Shelby Shadwell at the NIC

When you think of wildlife art, a gut pile probably isn’t the image that comes to mind. However, the parts of animals left from game hunts are the subject of Shelby Shadwell’s main body of work in his exhibition, “Visceral.” The show features large charcoal drawings and is on display through December in the NIC’s McMurry Gallery.

 

Shadwell is an associate professor at the University of Wyoming who exhibits across the country and has received the Wyoming Arts Council’s Visual Arts Fellowship two times, according to thenic.org.

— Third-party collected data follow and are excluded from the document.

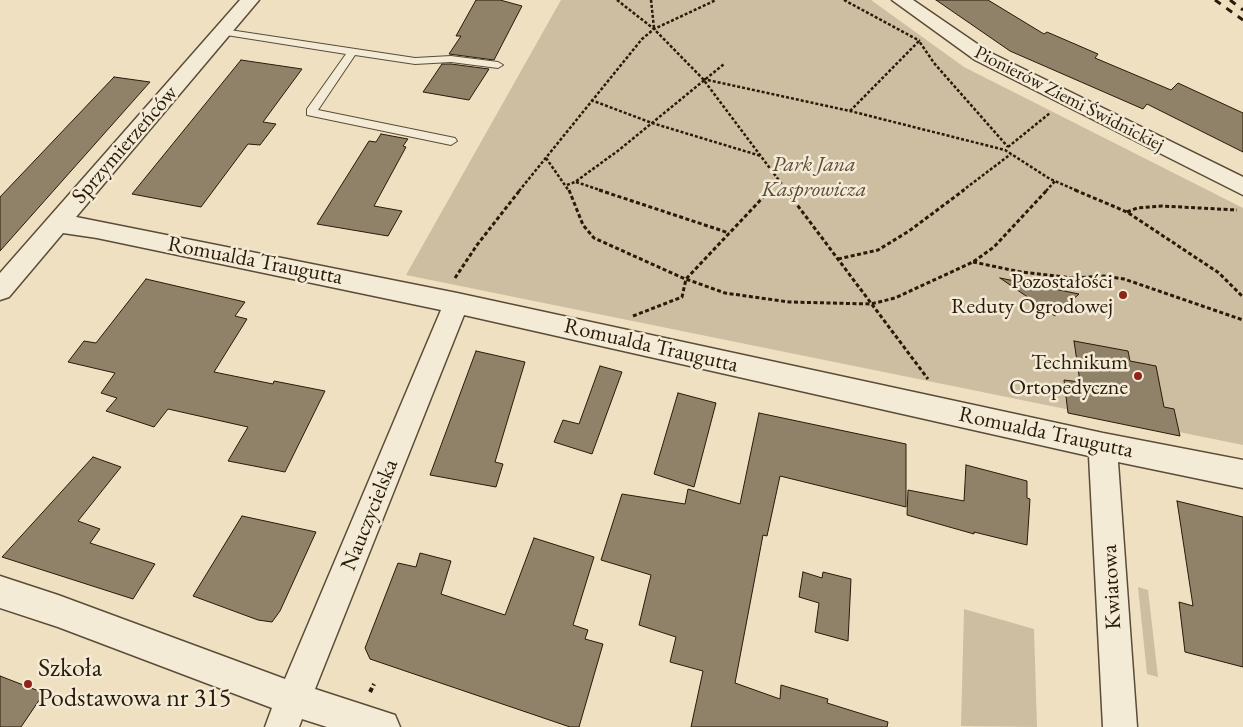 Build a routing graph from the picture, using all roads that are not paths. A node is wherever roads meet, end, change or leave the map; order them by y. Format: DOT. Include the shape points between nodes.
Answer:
graph roads {
  1 [pos="250,0"];
  2 [pos="901,0"];
  3 [pos="223,32"];
  4 [pos="352,52"];
  5 [pos="498,66"];
  6 [pos="451,141"];
  7 [pos="1243,187"];
  8 [pos="57,223"];
  9 [pos="0,290"];
  10 [pos="457,303"];
  11 [pos="1103,446"];
  12 [pos="1243,474"];
  13 [pos="0,592"];
  14 [pos="288,714"];
  15 [pos="383,727"];
  16 [pos="1120,727"];
  1 -- 3 [label="street, Sprzymierzeńców"];
  2 -- 7 [label="street, Pionierów Ziemi Świdnickiej" via="982,56"];
  3 -- 4 [label="lane"];
  3 -- 8 [label="street, Sprzymierzeńców"];
  4 -- 5 [label="lane" via="415,61 451,59"];
  4 -- 6 [label="lane" via="311,112"];
  8 -- 9 [label="street, Sprzymierzeńców"];
  8 -- 10 [label="street, Romualda Traugutta"];
  10 -- 11 [label="street, Romualda Traugutta"];
  10 -- 14 [label="street, Nauczycielska"];
  11 -- 12 [label="street, Romualda Traugutta"];
  11 -- 16 [label="street, Kwiatowa"];
  13 -- 14 [label="street" via="58,611"];
  14 -- 15 [label="street"];
} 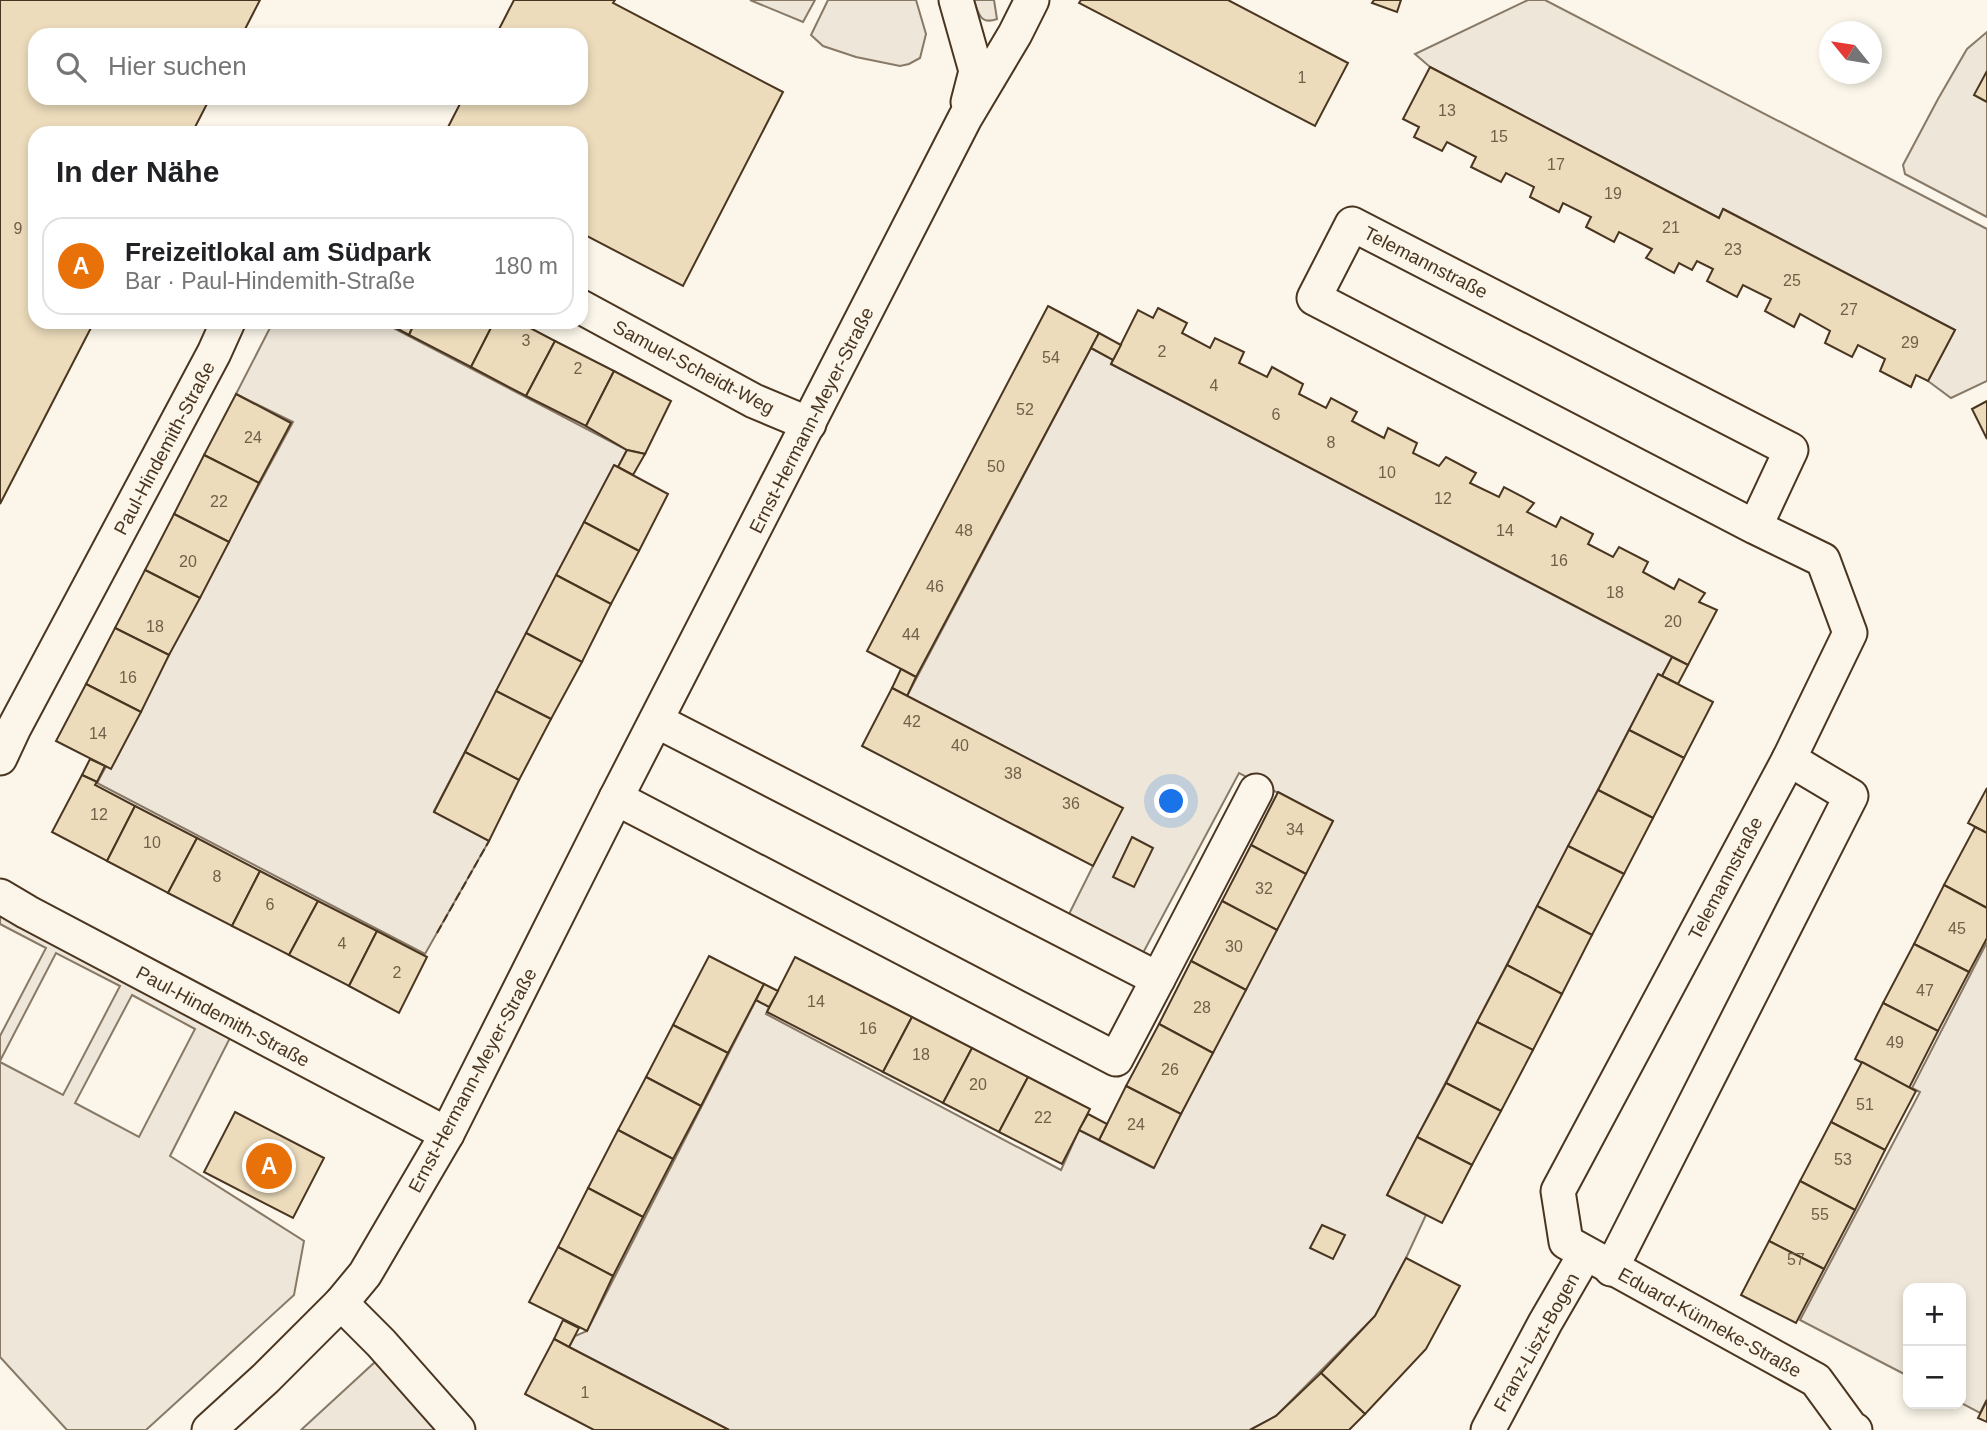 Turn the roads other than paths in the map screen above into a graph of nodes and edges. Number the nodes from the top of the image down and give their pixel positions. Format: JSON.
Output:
{"nodes":[{"id":1,"x":956,"y":0,"type":"edge"},
{"id":2,"x":1032,"y":0,"type":"edge"},
{"id":3,"x":964,"y":118,"type":"junction"},
{"id":4,"x":588,"y":311,"type":"edge"},
{"id":5,"x":225,"y":329,"type":"edge"},
{"id":6,"x":809,"y":424,"type":"junction"},
{"id":7,"x":1755,"y":527,"type":"junction"},
{"id":8,"x":657,"y":721,"type":"junction"},
{"id":9,"x":0,"y":758,"type":"edge"},
{"id":10,"x":1789,"y":759,"type":"junction"},
{"id":11,"x":1256,"y":791,"type":"dead end"},
{"id":12,"x":616,"y":798,"type":"junction"},
{"id":13,"x":0,"y":896,"type":"edge"},
{"id":14,"x":1158,"y":979,"type":"junction"},
{"id":15,"x":447,"y":1134,"type":"junction"},
{"id":16,"x":1598,"y":1261,"type":"junction"},
{"id":17,"x":341,"y":1303,"type":"junction"},
{"id":18,"x":209,"y":1430,"type":"edge"},
{"id":19,"x":458,"y":1430,"type":"edge"},
{"id":20,"x":1488,"y":1430,"type":"edge"},
{"id":21,"x":1855,"y":1430,"type":"edge"}],
"edges":[{"from":1,"to":3,"type":"street","name":"Ernst-Hermann-Meyer-Straße"},
{"from":2,"to":3,"type":"street","name":"Ernst-Hermann-Meyer-Straße"},
{"from":3,"to":6,"type":"street","name":"Ernst-Hermann-Meyer-Straße"},
{"from":4,"to":6,"type":"street","name":"Samuel-Scheidt-Weg"},
{"from":5,"to":9,"type":"street","name":"Paul-Hindemith-Straße"},
{"from":6,"to":8,"type":"street","name":"Ernst-Hermann-Meyer-Straße"},
{"from":7,"to":7,"type":"street","name":"Telemannstraße"},
{"from":7,"to":10,"type":"street","name":"Telemannstraße"},
{"from":8,"to":12,"type":"street","name":"Ernst-Hermann-Meyer-Straße"},
{"from":8,"to":14,"type":"street"},
{"from":10,"to":16,"type":"street","name":"Telemannstraße"},
{"from":10,"to":16,"type":"street","name":"Franz-Liszt-Bogen"},
{"from":11,"to":14,"type":"street"},
{"from":12,"to":14,"type":"street"},
{"from":12,"to":15,"type":"street","name":"Ernst-Hermann-Meyer-Straße"},
{"from":13,"to":15,"type":"street","name":"Paul-Hindemith-Straße"},
{"from":15,"to":17,"type":"street","name":"Ernst-Hermann-Meyer-Straße"},
{"from":16,"to":20,"type":"street","name":"Franz-Liszt-Bogen"},
{"from":16,"to":21,"type":"street","name":"Eduard-Künneke-Straße"},
{"from":17,"to":18,"type":"street","name":"Ernst-Hermann-Meyer-Straße"},
{"from":17,"to":19,"type":"street"}]}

The drawings of gut piles comprise his most recent body of work and the one he’s most excited to show in this state, he said. These works stem from Shadwell’s previous creative explorations into personal and collective fears and anxieties, according to his artist statement.

 

These works delve into the ethical implications of hunting and consuming animals. As someone who’s been vegan and now eats meat that he hunts since moving to Wyoming 15 years ago, he knows both sides of a polarizing issue. People have strong feelings about animals, the environment and what we eat, he said while discussing his art for this blog. 

 

“Although I am part of the hunting community, I am trying not to be didactic or moralizing with the work in any way,” he said in his artist statement. “Instead, my aim is to be visually poetic, drawing attention to conflicts in the human condition and asking viewers to question preconceived notions on all sides of these and adjacent issues.” 

 

The works are a response to how wildlife typically appears in art as well.  

 

“I’m depicting these animals in a very different way than is traditionally found,” he said. “It’s kind of challenging romanticized and traditional versions of how we see these animals in artwork usually. And that’s the other reason I want to show it in Wyoming, and I think it’s important in the West, is showing an alternative way of looking at these animals.”

 

His artist statement describes his approach to honor the animals “by documenting less utilized aspects of their bodies in a symbolic attempt to let as little as possible go to waste.”

 

“Visceral” also highlights some of Shadwell’s earlier bodies of work, including drawings of flies and cockroaches. The subject matter was a cathartic way to deal with entomophobia, the fear of insects, he said. As with the gut pile drawings, there’s a contrast between a beautiful, meticulous rendering versus the gross subject matter, he said.

 

“So by drawing it, I’m facing that repulsion, but I’m also drawing it in a way that it, in some ways, can be considered beautiful.”  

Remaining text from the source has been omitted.